Kolejny emocjonujący mecz z udziałem Motoru Lublin. Niestety, ponownie beniaminek musiał uznać wyższość rywali. Piłkarze Mateusza Stolarskiego długo byli w grze, ale w końcówce stracili aż cztery gole i ostatecznie przegrali 2:6. Jak spotkanie oceniają trenerzy?
Mateusz Stolarski (Motor Lublin)
– Rozpoczęliśmy mecz nieźle, Cracovia odrobiła straty, ale odpowiedzieliśmy bramką na 2:1. Mecz później toczył się w środku boiska. Oczywiście, Cracovia miała swoje sytuacje, ale my byliśmy w stanie odpowiedzieć. Bramka na 2:2 jeszcze przed przerwą. Początek drugiej odsłony, to przez pięć minut my. Później gospodarze przejęli piłkę i mieli stałe fragmenty gry oraz pojedyncze sytuacje. Bramka na 2:3 po naszej kontrze mogła spowodować, że my będziemy zarządzać tym meczem. To jednak „Pasy” strzeliły gola i wszystko posypało się w 12 minut. W spotkaniu z Widzewem było podobnie. Dostawaliśmy bramkę za bramką, a to jest problem z zarządzaniem meczem. Tracone gole to pokazują. Jako lider tego zespołu powinienem zwrócić dużo większą uwagę na to i wziąć większą odpowiedzialność za to zarządzenie. Wydaje mi się, że powinienem lepiej przygotować drużynę z perspektywy tego, co było tydzień temu. Mimo, że zwracaliśmy na to uwagę na treningach, tworzyliśmy różne scenariusze w trakcie gier, to nie było wystarczające, żeby kontrolować mecz. Nawet przy 3:2 dla Cracovii my za wcześnie straciliśmy bramki i nawet nie mieliśmy okazji, żeby złapać wynik remisowy. Coś co było naszą siłą, czyli gra w defensywie i niedopuszczanie przeciwnika do zbyt wielu sytuacji, teraz to się trochę odwróciło. W dwóch meczach straciliśmy 10 bramek, a strzeliliśmy pięć. Jeżeli tyle strzelasz, to nie możesz zdobyć zero punktów, a my z jakiegoś powodu nic nie zdobyliśmy. Musimy dążyć do tego, żeby takie sytuacje się nie powtarzały, bo wszyscy pracujemy zbyt ciężko, żeby kończyć mecze takim rezultatem.
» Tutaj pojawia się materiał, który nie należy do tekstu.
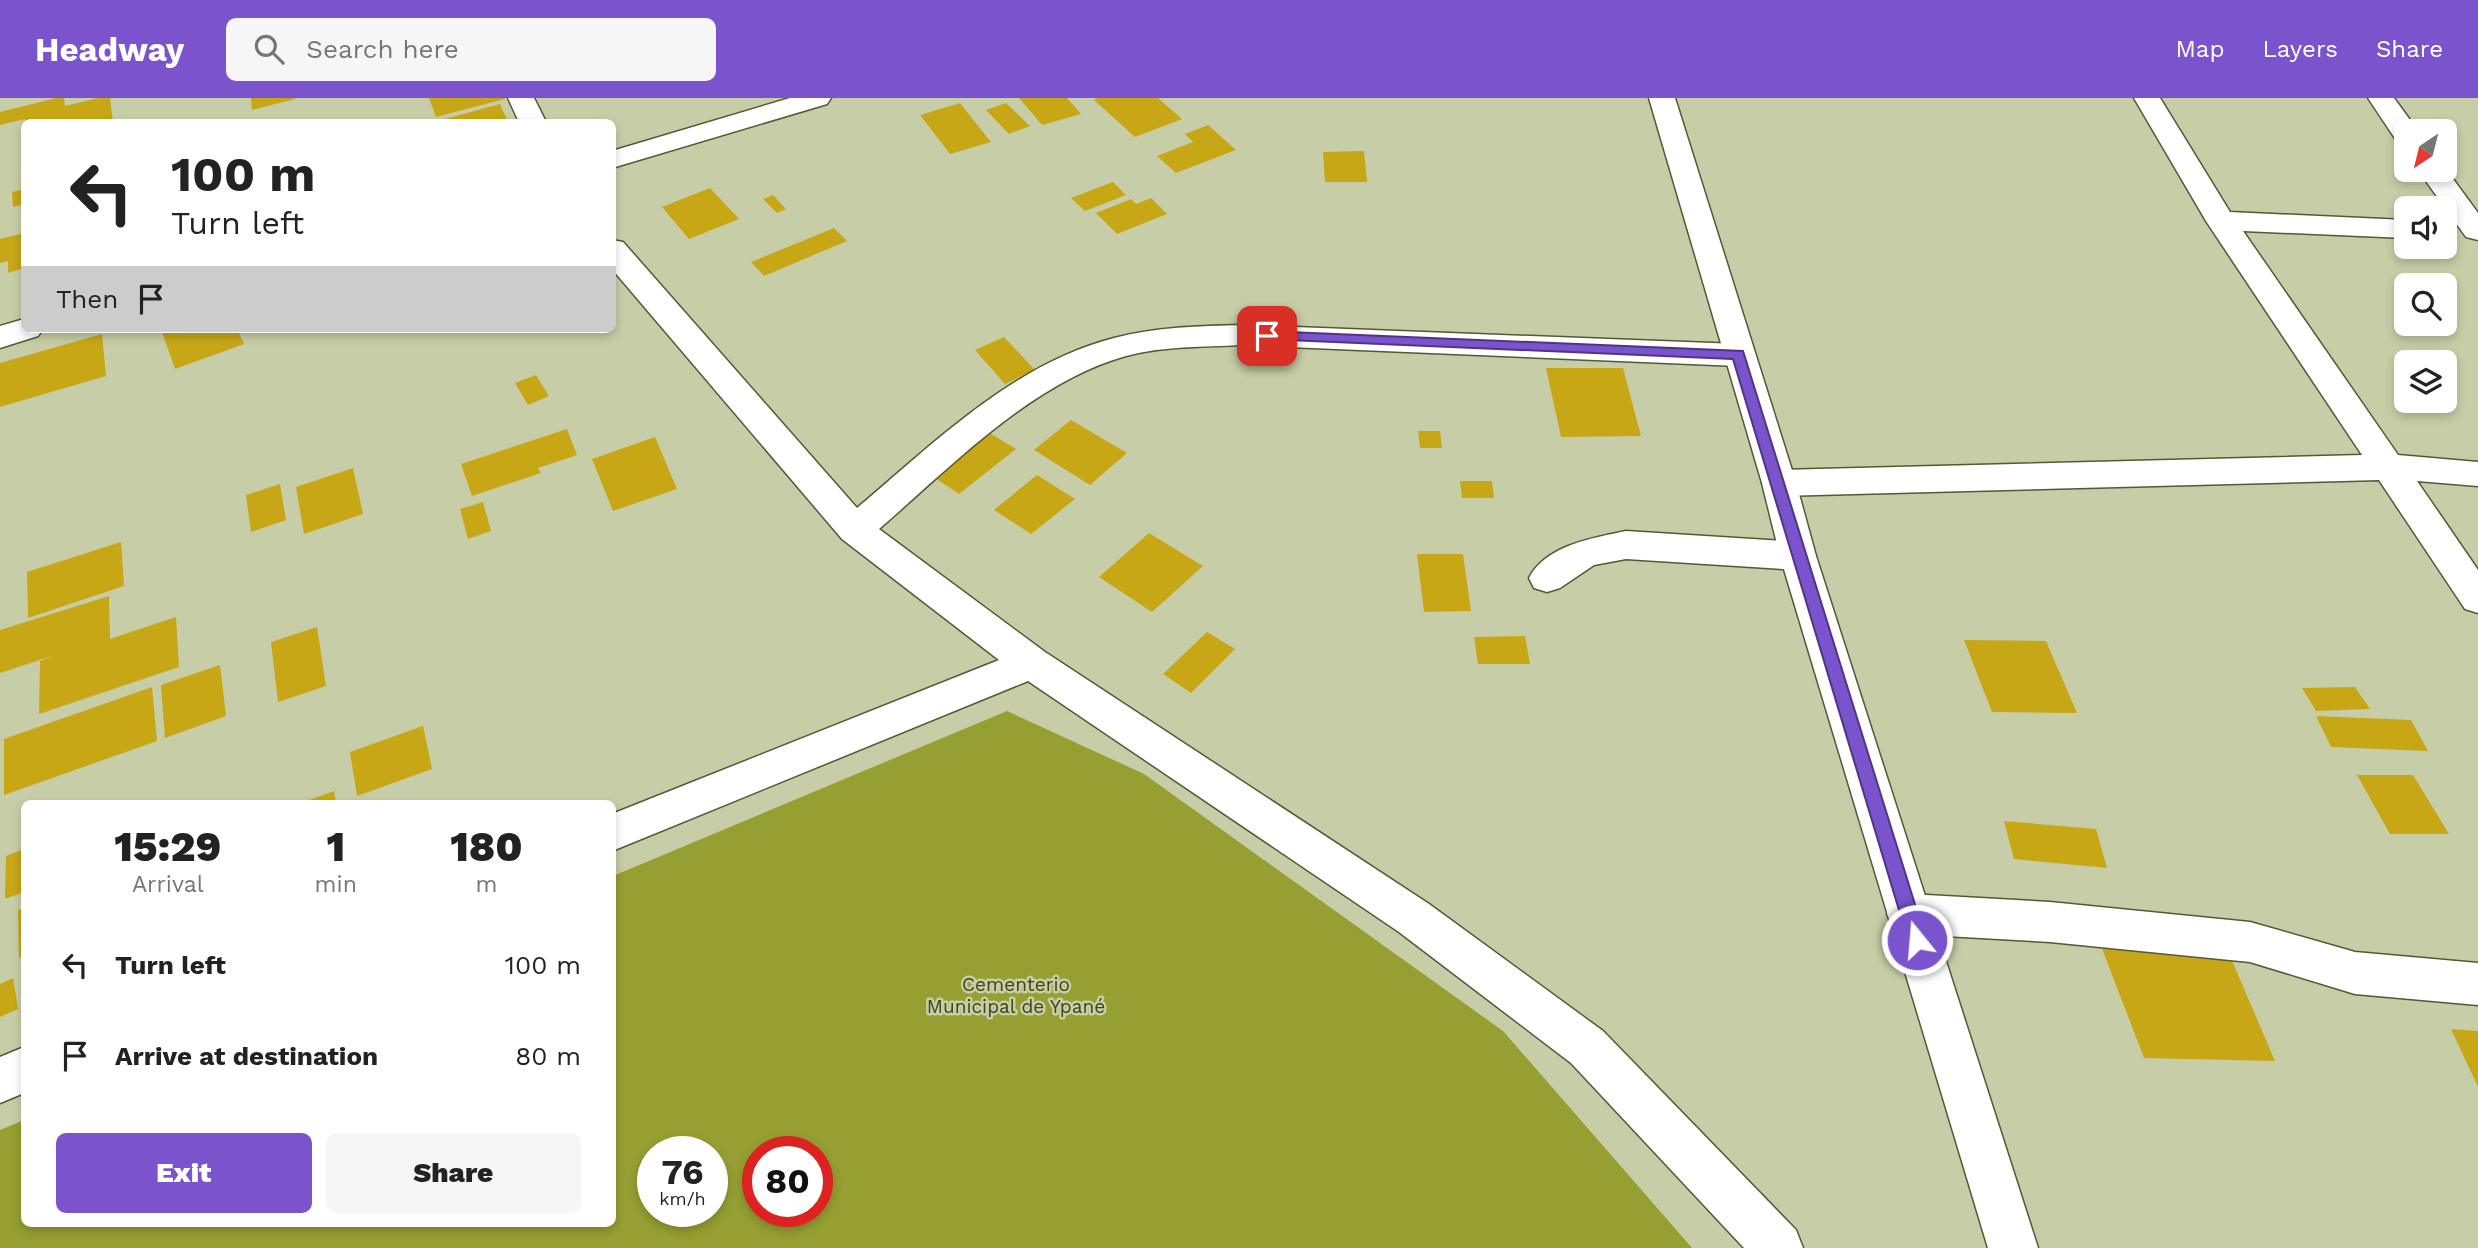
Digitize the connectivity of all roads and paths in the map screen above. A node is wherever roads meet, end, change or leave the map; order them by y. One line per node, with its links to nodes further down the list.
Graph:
1 (521, 98): 6 (main road)
2 (818, 98): 8 (main road)
3 (1662, 98): 17 (main road)
4 (2147, 98): 10 (main road)
5 (2381, 98): 7 (main road)
6 (531, 119)
7 (2396, 119)
8 (616, 159)
9 (2441, 182): 13 (main road)
10 (2221, 221): 11 (main road); 18 (main road)
11 (2394, 228)
12 (2457, 230): 13 (main road)
13 (2477, 231)
14 (616, 254): 21 (main road)
15 (21, 331): 16 (main road)
16 (0, 337)
17 (1738, 355): 20 (main road); 21 (main road)
18 (2390, 467): 19 (main road); 20 (main road); 24 (main road)
19 (2478, 474)
20 (1779, 483): 22 (main road)
21 (855, 530): 25 (main road)
22 (1798, 556): 23 (main road); 27 (main road)
23 (1547, 578)
24 (2478, 599)
25 (1031, 663): 26 (main road); 31 (main road)
26 (616, 830)
27 (1909, 914): 28 (main road); 32 (main road)
28 (2478, 984)
29 (21, 1071): 30 (main road)
30 (0, 1080)
31 (1778, 1248)
32 (2013, 1248)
- Plan na mecz z Cracovią...
– Analizowaliśmy rywala. Uważam, że to dobry i ciekawie zbudowany zespół, który zajmuje wysokie miejsce w tabeli, a to nie jest przypadek. W drużynie jest wielu reprezentantów różnych krajów. Jest to groźna drużyna w fazach przejściowych, a trener Kroczek często zwraca uwagę, żeby grać piłkę za linię obrony, gdzie wielu zawodników wbiega. Zespół z Krakowa mocno wypełnia pole karne przy dośrodkowaniach. Przeciwnik też się przygotowuje, a druga rzecz to jakość, jaką dysponuje Cracovia. Ostatnia bramka była bardzo ładna, jakość przy wrzutkach też było widać. My byliśmy przygotowani, ale gospodarze rozegrali indywidualnie dobre zawody i to przełożyło się na wynik.
Dawid Kroczek (Cracovia)
– Gratulacje dla drużyny i sztabu. Pokazaliśmy charakter i po raz kolejny wyszliśmy z trudnego momentu. Gra w drugiej połowie była bardzo jakościowa, a sześć goli nie strzela się często w PKO BP Ekstraklasie, a to zasługuje na duży szacunek. Wykonaliśmy sporo dobrej pracy. Nie chcemy jednak tak grać, nie chcemy podpuszczać rywala, a potem zobaczyć, co się wydarzy. Też chcemy grać na zero z tyłu, to jest ważne, w kontekście tego, żeby utrzymać się w górnych rejonach tabeli. Od początku zabrakło nam determinacji, w realizacji tego, jak mamy zacząć spotkanie. Znowu musieliśmy gonić wynik, a sporo o tym rozmawiamy i poświęcamy temu mnóstwo czasu. Jeżeli komuś jest ciężko wejść w mecz, brakuje pewności siebie, to naszą rolą jest maksymalne wsparcie, bo zespół wygrywa mecze. Oczywiście, kilku zawodników zagrało na bardzo dobrym poziomie i zasługują na wyróżnienie. To zespół wygrywa, a indywidualności pojawiają się w momencie, kiedy zespół funkcjonuje dobrze. Cieszę się, że po przerwie zobaczyliśmy drużynę z mentalnością zwycięzców, którzy za wszelką cenę dążyli do tego, żeby wygrać. Motor wykreował jedną bardzo dobrą sytuację, kiedy wybijaliśmy piłkę z linii. To my przechyliliśmy jednak szalę na swoją stronę, a to dla nas bardzo istotne.